WHAT THE TASK ASKS: Below are the records; locate each line with the word "MARG" and copy it.
((
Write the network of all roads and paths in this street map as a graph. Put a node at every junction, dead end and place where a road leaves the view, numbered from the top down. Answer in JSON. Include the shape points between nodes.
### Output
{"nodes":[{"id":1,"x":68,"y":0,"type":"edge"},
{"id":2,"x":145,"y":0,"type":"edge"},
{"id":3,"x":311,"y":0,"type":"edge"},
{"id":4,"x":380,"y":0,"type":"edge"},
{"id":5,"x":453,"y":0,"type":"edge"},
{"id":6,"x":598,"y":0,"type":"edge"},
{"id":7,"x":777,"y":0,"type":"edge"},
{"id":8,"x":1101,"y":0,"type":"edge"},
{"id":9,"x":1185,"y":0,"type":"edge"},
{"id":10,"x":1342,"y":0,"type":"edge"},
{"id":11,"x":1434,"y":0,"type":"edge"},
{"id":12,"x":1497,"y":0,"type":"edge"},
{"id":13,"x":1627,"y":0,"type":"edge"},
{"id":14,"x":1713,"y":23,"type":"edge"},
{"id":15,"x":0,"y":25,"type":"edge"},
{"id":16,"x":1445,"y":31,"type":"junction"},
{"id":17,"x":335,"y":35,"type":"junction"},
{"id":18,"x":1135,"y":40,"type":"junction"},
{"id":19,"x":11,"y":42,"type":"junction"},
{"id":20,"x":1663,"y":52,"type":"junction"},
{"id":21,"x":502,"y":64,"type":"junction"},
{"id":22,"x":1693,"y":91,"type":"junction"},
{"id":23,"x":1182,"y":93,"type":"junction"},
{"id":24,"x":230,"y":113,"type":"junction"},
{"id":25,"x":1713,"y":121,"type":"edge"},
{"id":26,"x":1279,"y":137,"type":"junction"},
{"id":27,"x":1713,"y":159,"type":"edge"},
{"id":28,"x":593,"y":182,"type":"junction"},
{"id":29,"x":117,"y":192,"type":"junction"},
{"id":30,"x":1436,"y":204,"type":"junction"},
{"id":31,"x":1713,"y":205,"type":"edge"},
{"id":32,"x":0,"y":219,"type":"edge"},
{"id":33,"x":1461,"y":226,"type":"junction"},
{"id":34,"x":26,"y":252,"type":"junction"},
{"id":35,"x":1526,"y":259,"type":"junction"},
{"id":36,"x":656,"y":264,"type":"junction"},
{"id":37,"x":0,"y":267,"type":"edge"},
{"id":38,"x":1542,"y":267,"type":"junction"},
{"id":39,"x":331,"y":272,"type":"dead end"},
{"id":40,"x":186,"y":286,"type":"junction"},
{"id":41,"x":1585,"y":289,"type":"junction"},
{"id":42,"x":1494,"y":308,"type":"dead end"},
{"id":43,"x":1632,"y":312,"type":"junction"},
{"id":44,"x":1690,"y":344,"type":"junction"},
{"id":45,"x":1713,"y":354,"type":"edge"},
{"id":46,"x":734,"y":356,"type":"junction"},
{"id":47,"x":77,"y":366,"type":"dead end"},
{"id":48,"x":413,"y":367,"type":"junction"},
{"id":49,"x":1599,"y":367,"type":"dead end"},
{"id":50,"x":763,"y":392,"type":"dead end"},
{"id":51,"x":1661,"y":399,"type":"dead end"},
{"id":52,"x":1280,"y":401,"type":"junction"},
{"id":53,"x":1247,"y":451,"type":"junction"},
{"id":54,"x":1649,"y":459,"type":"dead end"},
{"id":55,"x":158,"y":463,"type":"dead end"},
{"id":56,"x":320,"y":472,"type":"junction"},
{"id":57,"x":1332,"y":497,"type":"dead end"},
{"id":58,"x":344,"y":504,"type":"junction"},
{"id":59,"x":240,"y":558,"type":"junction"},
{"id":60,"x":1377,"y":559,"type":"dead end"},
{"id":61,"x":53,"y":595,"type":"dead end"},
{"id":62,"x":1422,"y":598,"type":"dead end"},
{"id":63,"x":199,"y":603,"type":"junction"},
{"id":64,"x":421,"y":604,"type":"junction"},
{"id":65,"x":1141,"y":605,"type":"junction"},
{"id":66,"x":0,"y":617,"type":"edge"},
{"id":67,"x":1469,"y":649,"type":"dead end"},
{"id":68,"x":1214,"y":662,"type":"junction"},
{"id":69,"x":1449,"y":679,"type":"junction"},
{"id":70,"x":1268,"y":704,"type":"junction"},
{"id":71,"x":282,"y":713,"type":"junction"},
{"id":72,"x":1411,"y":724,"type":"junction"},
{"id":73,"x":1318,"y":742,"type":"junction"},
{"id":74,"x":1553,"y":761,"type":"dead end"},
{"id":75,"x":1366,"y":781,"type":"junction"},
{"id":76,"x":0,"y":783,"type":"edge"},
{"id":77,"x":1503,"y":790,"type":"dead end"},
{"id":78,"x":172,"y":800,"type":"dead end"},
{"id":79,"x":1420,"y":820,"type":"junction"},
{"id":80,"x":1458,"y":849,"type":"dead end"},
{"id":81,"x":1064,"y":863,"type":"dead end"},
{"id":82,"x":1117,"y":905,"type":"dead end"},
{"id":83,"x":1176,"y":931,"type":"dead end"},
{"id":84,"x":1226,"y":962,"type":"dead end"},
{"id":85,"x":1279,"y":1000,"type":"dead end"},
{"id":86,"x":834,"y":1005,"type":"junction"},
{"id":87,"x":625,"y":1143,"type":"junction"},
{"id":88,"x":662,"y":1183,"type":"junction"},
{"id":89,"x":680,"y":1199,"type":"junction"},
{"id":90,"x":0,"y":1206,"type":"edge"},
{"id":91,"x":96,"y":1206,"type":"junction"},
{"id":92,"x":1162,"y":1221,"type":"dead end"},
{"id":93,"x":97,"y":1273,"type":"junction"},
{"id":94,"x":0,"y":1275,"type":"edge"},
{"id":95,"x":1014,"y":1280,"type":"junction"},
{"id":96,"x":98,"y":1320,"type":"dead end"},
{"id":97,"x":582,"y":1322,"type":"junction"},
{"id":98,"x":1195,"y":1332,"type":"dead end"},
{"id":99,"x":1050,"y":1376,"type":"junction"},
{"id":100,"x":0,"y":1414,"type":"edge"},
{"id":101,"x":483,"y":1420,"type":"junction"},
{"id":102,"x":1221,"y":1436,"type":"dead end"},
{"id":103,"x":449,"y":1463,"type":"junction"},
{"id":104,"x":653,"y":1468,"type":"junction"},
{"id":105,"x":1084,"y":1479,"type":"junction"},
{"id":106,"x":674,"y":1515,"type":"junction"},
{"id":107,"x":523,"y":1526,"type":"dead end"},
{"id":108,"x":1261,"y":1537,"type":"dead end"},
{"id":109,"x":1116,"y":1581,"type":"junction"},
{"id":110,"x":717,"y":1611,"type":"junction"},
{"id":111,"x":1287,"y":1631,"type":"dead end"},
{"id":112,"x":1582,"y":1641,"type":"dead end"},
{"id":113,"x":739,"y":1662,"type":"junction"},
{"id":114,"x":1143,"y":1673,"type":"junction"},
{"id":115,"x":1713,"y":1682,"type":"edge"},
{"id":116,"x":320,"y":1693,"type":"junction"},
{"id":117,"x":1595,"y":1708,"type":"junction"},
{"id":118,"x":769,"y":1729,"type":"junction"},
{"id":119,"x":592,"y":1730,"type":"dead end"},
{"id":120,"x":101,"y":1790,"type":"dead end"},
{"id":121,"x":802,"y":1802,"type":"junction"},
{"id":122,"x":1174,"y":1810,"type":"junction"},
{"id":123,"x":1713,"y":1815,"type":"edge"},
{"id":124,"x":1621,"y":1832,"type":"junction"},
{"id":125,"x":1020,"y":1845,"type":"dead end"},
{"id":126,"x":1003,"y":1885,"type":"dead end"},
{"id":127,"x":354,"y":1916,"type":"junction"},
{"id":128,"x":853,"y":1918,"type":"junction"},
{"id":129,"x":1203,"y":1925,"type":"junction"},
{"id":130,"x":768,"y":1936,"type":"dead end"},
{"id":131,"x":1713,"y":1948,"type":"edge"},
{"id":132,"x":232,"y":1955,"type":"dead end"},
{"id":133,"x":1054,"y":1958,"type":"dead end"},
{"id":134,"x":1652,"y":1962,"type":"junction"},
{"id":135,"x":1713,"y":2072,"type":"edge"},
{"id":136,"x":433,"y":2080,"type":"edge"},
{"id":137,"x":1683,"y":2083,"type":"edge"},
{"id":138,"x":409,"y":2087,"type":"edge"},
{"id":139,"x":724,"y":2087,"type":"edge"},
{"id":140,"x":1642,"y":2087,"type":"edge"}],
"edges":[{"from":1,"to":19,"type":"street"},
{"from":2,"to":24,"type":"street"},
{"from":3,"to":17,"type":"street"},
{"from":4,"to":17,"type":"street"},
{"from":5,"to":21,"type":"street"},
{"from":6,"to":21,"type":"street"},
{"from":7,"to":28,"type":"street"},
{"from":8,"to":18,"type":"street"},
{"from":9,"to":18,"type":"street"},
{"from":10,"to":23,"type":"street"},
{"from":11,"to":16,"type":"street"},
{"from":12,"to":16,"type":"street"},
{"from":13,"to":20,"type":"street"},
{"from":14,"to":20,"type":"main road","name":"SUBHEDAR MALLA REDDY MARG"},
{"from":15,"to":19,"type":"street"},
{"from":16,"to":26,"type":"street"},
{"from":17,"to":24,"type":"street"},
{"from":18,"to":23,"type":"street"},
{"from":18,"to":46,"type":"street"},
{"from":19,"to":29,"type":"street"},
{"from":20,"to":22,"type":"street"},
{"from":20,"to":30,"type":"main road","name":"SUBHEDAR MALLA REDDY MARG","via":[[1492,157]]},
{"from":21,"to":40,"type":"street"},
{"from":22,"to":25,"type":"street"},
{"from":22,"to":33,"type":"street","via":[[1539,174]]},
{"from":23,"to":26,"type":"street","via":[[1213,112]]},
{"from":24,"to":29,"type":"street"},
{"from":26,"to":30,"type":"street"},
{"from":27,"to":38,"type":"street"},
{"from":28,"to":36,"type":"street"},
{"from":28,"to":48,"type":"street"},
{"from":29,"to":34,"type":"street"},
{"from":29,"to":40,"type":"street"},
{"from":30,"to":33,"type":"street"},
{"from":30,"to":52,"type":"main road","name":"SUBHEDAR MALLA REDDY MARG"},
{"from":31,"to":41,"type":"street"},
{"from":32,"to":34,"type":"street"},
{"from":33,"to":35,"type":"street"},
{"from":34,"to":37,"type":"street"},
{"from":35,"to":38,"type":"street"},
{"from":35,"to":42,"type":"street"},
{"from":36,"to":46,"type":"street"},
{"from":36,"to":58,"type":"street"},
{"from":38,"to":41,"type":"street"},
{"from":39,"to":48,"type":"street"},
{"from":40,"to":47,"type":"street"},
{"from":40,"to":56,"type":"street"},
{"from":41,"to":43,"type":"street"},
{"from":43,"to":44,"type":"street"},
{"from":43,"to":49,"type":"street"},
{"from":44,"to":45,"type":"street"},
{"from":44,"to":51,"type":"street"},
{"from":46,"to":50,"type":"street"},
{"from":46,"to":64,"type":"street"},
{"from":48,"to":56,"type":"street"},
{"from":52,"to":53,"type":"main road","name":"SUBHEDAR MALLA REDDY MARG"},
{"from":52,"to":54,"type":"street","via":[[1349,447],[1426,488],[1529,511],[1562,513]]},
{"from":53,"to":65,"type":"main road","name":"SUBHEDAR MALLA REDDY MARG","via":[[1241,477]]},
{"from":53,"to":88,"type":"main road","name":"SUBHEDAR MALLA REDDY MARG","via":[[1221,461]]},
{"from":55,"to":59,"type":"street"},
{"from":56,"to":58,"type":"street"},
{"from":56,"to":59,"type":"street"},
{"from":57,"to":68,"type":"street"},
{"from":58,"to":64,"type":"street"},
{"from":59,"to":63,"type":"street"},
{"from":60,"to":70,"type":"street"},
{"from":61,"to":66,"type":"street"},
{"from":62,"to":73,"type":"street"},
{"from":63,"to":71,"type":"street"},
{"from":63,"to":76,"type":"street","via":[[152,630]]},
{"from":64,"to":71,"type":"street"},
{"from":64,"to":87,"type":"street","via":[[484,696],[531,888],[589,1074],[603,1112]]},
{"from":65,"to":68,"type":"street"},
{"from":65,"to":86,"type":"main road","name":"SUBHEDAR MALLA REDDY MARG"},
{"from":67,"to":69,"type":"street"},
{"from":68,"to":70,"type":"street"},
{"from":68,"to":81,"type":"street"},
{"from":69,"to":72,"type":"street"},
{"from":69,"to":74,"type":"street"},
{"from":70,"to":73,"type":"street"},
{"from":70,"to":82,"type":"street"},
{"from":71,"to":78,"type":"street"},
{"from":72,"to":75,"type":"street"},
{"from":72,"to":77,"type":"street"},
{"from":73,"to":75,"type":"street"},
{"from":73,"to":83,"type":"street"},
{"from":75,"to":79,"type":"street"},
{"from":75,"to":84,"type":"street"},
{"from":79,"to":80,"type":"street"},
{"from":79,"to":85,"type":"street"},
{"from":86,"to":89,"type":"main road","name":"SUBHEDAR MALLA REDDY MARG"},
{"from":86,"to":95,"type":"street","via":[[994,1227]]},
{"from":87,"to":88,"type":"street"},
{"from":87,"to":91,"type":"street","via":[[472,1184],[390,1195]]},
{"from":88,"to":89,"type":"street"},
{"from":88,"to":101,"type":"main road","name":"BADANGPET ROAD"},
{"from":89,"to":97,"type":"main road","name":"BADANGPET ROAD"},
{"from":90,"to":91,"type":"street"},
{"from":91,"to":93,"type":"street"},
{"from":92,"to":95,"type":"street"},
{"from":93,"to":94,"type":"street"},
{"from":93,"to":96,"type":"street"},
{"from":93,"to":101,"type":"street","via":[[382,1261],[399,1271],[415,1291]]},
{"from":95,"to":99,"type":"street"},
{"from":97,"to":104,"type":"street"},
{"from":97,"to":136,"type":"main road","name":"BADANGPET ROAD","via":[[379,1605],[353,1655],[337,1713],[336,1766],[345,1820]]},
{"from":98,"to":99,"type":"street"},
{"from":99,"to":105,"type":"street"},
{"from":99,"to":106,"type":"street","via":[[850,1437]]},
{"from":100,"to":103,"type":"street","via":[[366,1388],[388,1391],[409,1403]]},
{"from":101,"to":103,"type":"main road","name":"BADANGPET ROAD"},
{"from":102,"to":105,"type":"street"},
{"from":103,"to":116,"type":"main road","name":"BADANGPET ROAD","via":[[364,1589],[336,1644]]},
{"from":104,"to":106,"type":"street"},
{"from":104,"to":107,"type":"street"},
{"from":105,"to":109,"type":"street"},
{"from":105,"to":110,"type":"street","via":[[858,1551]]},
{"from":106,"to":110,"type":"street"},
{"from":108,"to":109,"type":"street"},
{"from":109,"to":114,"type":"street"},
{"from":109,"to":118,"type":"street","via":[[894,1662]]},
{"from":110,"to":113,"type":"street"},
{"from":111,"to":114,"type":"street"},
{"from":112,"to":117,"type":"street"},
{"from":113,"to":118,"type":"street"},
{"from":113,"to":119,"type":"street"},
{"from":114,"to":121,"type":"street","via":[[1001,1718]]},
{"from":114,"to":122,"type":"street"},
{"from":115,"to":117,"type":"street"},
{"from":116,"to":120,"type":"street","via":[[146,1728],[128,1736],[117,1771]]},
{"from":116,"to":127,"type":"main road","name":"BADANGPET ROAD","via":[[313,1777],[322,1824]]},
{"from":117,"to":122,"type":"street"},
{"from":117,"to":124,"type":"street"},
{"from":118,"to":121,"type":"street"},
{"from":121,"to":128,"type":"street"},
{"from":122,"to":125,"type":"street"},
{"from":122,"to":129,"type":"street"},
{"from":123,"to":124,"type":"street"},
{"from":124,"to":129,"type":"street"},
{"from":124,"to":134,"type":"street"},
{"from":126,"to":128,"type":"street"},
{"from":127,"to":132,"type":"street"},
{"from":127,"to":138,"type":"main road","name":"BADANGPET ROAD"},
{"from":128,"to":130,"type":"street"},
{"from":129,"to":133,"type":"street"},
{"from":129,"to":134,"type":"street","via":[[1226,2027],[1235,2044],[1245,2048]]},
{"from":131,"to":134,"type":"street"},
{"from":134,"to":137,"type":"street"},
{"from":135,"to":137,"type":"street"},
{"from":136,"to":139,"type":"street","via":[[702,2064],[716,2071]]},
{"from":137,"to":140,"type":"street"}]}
))
ANSWER SECTION:
{"from":14,"to":20,"type":"main road","name":"SUBHEDAR MALLA REDDY MARG"},
{"from":20,"to":30,"type":"main road","name":"SUBHEDAR MALLA REDDY MARG","via":[[1492,157]]},
{"from":30,"to":52,"type":"main road","name":"SUBHEDAR MALLA REDDY MARG"},
{"from":52,"to":53,"type":"main road","name":"SUBHEDAR MALLA REDDY MARG"},
{"from":53,"to":65,"type":"main road","name":"SUBHEDAR MALLA REDDY MARG","via":[[1241,477]]},
{"from":53,"to":88,"type":"main road","name":"SUBHEDAR MALLA REDDY MARG","via":[[1221,461]]},
{"from":65,"to":86,"type":"main road","name":"SUBHEDAR MALLA REDDY MARG"},
{"from":86,"to":89,"type":"main road","name":"SUBHEDAR MALLA REDDY MARG"},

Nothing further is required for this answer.